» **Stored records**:
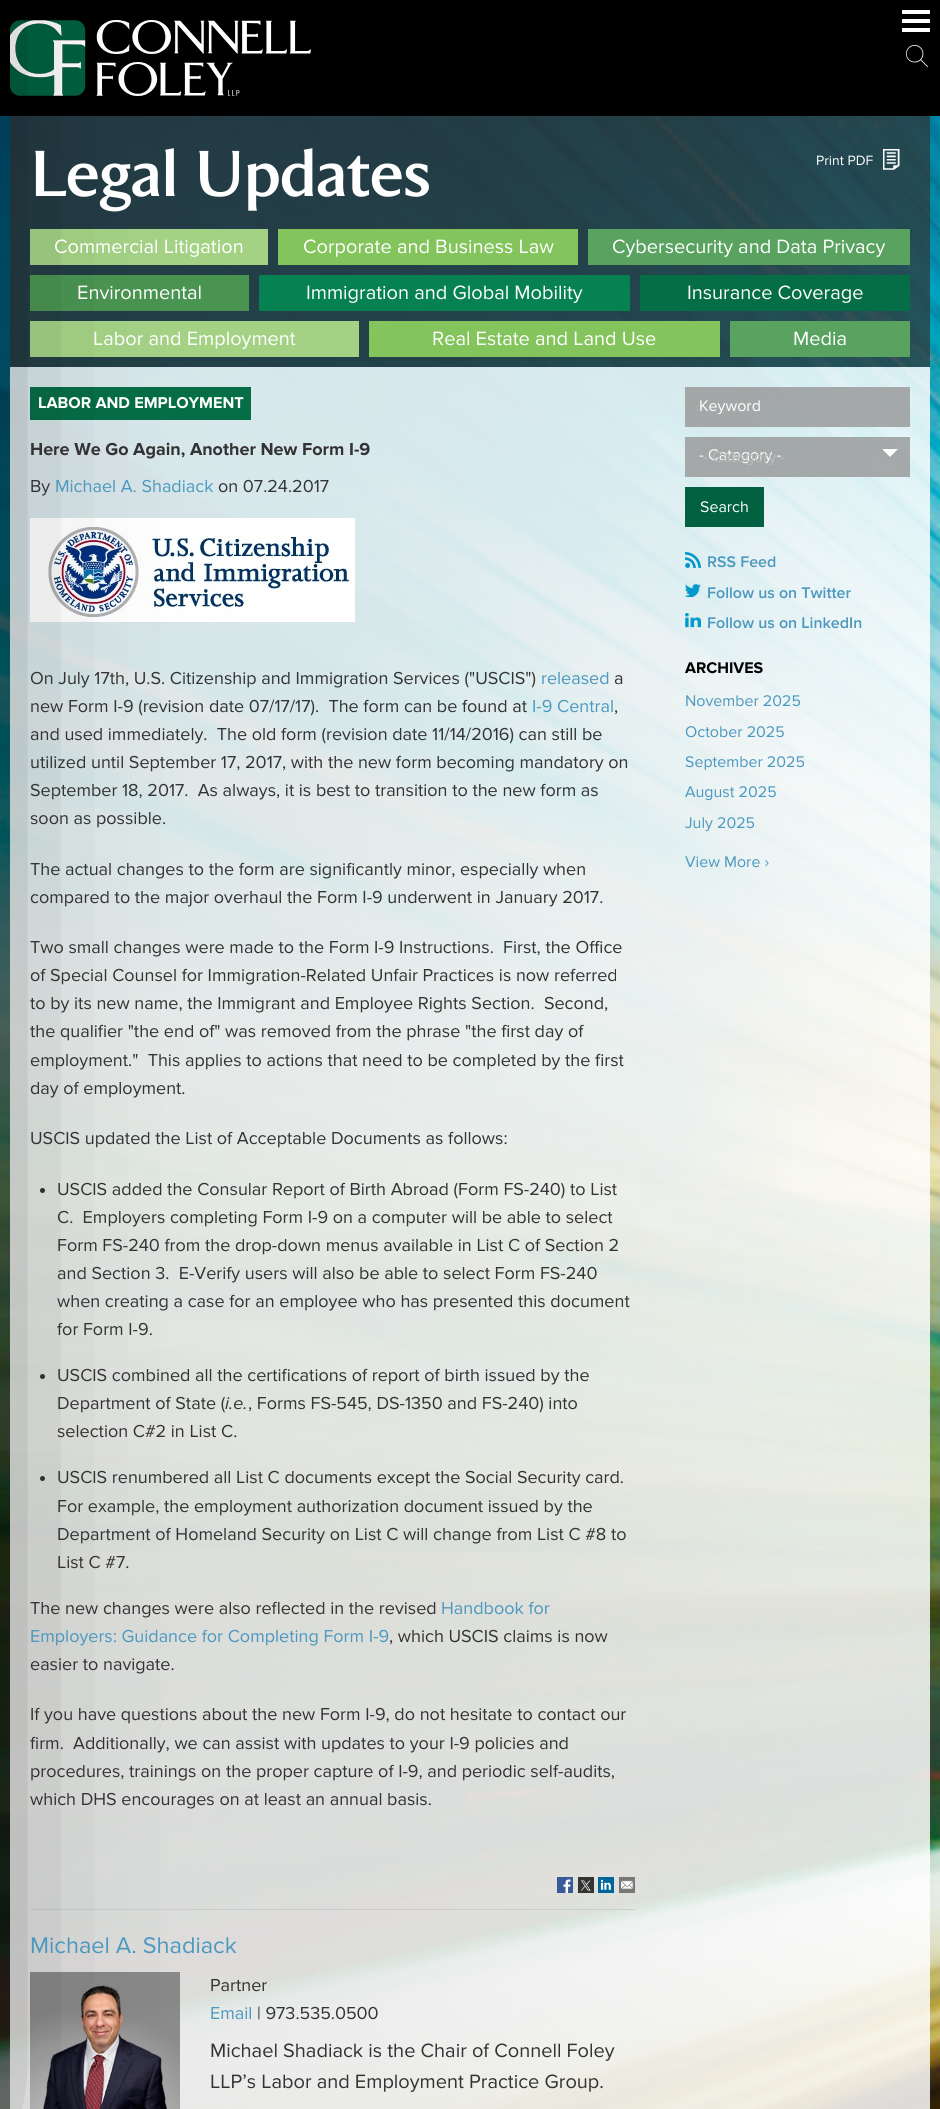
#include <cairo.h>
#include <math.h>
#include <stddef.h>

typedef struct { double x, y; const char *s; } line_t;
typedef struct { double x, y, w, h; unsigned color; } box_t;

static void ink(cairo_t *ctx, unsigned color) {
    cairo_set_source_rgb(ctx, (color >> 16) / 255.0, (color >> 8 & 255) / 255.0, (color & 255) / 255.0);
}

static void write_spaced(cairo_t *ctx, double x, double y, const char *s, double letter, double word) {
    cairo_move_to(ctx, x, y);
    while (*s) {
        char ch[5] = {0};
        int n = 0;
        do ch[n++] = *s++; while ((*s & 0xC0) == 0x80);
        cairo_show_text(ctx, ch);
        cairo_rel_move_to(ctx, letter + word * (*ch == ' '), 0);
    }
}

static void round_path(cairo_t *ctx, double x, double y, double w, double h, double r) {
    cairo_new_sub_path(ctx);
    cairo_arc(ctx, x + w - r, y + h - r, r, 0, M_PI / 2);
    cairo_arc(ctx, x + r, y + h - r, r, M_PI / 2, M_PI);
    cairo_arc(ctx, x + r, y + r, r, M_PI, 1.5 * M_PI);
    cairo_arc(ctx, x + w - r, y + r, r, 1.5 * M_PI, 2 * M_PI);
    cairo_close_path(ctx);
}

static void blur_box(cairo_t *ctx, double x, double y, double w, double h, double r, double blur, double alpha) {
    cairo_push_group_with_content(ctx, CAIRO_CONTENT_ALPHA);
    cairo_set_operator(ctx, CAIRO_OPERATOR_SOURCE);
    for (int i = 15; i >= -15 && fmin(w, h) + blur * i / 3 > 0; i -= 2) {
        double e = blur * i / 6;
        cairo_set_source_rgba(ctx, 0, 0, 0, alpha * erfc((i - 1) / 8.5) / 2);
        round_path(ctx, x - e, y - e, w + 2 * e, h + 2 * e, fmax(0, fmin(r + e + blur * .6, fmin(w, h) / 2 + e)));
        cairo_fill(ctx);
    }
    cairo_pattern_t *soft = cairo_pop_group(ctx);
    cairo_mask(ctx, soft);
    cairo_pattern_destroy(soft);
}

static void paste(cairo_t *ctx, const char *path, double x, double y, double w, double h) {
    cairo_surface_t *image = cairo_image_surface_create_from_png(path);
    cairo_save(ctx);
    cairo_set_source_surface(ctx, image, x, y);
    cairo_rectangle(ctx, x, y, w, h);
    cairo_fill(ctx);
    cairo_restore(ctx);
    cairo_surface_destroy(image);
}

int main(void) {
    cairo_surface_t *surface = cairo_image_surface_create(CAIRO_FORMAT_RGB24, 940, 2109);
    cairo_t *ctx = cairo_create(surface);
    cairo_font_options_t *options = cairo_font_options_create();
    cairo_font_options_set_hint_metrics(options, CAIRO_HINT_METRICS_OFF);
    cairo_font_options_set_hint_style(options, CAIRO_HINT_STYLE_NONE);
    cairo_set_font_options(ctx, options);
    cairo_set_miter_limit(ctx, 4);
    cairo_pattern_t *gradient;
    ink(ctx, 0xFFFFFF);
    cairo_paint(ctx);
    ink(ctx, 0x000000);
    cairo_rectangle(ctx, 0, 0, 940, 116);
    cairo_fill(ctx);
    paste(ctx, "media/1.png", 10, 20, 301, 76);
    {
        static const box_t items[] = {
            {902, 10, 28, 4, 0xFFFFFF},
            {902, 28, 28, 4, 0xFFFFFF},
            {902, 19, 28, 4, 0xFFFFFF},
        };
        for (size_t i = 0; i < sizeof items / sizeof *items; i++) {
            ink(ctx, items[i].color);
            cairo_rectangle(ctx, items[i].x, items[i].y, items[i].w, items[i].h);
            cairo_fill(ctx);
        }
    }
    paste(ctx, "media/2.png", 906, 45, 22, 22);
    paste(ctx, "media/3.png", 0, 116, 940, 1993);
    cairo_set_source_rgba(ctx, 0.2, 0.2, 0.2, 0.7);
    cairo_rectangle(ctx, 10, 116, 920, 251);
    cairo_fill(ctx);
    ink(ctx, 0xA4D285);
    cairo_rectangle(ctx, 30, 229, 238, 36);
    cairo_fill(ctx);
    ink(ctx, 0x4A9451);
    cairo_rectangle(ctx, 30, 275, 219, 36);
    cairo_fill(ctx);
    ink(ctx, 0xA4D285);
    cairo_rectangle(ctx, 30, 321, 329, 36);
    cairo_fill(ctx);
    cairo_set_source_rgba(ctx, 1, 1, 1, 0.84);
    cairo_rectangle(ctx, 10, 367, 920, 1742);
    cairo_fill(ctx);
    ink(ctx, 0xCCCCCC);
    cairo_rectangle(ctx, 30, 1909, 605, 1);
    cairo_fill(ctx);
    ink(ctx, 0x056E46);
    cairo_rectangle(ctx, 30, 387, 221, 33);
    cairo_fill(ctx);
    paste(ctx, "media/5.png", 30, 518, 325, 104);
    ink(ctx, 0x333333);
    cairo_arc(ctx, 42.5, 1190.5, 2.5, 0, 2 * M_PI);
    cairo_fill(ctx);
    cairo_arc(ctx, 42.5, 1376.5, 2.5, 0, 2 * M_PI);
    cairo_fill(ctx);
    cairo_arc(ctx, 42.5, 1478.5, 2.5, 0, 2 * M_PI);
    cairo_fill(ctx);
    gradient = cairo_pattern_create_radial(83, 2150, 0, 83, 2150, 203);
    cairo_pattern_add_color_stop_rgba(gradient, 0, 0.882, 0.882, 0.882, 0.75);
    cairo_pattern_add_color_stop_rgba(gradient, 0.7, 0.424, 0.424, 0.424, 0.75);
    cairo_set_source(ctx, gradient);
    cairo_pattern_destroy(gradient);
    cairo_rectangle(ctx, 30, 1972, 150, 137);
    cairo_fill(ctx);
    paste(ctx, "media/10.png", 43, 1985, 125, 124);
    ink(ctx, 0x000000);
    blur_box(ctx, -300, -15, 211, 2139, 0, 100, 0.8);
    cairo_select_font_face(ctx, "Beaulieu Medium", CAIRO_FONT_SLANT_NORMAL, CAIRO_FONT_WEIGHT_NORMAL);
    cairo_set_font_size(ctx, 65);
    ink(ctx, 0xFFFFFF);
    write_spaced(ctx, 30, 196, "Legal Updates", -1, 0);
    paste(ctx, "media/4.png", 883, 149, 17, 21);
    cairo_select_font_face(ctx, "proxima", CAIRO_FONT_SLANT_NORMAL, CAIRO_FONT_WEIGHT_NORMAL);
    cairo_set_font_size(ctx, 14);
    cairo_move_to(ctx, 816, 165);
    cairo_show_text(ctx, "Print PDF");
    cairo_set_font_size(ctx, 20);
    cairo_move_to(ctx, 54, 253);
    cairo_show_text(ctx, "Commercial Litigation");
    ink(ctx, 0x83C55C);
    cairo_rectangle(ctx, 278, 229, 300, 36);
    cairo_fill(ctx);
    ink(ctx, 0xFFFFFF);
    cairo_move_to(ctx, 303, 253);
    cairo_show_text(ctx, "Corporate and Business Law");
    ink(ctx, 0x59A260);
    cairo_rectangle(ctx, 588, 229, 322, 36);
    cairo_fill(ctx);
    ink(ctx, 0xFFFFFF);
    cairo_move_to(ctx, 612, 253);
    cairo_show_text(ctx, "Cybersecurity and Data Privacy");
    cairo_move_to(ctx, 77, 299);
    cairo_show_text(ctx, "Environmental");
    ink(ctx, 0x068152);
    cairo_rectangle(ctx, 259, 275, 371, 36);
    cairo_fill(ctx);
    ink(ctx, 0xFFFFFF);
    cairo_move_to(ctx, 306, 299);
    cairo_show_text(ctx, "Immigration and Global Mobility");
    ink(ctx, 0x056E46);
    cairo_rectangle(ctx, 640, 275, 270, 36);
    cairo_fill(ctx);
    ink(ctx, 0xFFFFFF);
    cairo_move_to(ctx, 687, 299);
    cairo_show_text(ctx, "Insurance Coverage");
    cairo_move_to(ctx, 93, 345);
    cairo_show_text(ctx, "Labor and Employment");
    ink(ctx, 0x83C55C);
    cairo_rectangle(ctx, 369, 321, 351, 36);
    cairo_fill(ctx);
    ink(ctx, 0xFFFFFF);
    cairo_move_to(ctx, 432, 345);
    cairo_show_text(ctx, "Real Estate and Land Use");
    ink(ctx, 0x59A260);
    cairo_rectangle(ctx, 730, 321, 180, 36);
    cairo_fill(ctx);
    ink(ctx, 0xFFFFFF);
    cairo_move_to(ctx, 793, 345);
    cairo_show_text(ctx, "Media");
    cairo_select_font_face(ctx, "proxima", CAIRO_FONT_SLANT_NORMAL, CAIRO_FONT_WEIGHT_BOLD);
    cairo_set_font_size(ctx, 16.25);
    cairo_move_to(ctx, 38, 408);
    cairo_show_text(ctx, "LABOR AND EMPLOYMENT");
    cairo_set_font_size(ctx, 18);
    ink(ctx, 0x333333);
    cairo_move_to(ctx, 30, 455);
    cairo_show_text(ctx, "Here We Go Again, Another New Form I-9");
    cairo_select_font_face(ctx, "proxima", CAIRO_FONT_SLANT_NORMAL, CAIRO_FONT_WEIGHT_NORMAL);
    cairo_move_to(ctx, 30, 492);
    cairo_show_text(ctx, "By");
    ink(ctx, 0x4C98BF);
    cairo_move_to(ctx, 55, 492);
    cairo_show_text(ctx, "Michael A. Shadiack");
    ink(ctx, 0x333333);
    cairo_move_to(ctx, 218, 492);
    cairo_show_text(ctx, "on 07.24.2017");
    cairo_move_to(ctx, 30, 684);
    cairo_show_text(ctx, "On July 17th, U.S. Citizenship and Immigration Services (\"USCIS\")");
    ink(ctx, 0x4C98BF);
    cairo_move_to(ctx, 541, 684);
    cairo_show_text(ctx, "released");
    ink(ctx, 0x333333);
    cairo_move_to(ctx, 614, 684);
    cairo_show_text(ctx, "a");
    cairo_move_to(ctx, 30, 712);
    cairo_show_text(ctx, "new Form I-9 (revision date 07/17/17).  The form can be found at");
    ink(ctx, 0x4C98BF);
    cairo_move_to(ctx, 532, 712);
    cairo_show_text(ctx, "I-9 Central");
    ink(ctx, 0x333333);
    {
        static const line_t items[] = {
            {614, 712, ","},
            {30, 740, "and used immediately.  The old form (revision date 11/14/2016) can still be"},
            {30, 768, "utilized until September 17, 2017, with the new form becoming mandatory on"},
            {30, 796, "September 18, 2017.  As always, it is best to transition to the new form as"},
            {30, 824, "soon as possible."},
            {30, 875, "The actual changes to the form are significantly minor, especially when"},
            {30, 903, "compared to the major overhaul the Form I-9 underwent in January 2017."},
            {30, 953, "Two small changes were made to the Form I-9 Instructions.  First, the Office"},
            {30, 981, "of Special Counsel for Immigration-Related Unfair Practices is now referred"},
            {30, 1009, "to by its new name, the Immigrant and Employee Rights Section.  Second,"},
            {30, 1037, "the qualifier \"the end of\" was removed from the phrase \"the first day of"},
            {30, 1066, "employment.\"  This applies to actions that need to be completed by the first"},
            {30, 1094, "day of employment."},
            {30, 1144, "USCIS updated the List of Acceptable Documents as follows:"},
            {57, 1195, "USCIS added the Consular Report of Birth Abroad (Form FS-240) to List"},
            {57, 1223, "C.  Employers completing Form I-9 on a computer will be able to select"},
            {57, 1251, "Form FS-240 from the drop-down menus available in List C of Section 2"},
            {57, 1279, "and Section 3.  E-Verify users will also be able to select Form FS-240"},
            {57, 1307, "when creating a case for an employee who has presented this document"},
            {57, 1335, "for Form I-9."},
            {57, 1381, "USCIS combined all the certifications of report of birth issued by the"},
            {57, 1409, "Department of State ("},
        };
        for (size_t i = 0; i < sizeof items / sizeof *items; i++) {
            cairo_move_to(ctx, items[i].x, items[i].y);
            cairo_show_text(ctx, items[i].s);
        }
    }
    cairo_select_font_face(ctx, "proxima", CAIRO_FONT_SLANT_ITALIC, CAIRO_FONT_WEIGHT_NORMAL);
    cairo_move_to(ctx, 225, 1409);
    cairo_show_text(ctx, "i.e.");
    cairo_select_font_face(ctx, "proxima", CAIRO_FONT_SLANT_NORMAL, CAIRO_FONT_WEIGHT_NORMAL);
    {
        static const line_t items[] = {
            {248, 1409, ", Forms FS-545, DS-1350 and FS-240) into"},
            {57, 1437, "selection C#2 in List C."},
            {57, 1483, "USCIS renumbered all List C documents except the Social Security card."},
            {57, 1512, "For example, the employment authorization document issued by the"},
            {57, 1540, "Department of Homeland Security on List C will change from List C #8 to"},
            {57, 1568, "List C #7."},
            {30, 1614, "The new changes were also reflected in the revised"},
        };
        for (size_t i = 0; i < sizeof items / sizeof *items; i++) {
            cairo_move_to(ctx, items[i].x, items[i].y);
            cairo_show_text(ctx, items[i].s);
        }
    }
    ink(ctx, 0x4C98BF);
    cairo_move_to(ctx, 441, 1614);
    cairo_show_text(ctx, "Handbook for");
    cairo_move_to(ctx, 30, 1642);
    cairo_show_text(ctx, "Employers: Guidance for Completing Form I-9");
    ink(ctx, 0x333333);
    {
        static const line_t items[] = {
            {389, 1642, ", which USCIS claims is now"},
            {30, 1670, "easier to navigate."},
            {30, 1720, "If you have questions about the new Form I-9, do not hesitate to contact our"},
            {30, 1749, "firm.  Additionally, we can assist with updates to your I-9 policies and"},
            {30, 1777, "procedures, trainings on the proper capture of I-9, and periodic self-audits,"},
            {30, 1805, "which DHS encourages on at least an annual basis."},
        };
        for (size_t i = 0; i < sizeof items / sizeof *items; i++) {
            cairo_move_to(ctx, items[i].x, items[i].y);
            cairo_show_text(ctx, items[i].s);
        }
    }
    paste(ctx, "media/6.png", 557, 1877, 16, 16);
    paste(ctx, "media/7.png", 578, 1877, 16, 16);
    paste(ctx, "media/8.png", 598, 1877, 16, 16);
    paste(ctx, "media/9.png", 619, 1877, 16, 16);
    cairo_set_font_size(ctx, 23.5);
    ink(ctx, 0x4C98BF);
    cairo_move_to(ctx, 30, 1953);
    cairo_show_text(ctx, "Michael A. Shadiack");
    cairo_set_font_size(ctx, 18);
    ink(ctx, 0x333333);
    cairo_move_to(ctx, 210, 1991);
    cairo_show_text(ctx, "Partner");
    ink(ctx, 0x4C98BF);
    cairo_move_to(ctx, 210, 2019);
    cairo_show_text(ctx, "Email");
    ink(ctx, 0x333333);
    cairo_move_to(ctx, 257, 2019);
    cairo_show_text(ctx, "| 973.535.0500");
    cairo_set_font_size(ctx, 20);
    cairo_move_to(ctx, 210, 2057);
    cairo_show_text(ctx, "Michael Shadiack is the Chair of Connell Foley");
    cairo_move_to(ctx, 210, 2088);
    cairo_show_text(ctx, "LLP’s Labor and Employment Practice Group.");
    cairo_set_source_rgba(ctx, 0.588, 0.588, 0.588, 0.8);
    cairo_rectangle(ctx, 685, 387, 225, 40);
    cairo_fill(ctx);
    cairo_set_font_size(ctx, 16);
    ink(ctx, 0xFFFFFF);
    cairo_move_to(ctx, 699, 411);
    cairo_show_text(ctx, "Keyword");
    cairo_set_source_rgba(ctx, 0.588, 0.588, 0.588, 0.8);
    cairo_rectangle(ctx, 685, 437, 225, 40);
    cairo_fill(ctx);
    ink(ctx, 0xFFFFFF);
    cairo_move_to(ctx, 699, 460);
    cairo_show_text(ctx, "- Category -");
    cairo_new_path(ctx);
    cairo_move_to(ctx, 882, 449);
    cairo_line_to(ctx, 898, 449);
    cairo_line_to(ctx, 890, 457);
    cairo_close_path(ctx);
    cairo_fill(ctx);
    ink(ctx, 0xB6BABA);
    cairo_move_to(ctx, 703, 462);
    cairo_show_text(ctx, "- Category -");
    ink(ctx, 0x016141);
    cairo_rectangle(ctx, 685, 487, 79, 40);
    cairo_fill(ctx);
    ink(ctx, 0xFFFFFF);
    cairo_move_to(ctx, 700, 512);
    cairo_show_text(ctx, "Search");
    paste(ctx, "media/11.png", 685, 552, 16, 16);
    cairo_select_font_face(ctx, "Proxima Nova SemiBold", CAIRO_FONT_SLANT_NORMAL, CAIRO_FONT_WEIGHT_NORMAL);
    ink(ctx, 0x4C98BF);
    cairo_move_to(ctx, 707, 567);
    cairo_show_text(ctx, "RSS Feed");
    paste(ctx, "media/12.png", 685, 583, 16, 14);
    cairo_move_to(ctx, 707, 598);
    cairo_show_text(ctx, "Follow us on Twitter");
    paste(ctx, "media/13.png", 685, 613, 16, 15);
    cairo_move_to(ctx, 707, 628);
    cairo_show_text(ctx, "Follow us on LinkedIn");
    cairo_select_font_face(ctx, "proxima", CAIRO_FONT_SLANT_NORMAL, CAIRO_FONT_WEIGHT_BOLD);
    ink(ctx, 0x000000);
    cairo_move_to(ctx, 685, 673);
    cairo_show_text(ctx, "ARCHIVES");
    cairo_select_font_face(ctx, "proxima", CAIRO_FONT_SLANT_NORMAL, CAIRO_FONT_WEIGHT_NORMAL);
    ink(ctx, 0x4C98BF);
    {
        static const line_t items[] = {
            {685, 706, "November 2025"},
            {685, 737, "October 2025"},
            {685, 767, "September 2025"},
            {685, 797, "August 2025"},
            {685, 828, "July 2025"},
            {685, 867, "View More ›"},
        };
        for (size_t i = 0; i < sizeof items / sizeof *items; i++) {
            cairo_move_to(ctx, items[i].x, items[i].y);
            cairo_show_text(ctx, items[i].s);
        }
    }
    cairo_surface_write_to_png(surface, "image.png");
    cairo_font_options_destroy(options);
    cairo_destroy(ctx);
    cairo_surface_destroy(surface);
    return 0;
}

» **Task directions**:
Go through the records above and copy each line where "char" is found.

» **Response for this exercise**:
typedef struct { double x, y; const char *s; } line_t;
static void write_spaced(cairo_t *ctx, double x, double y, const char *s, double letter, double word) {
        char ch[5] = {0};
static void paste(cairo_t *ctx, const char *path, double x, double y, double w, double h) {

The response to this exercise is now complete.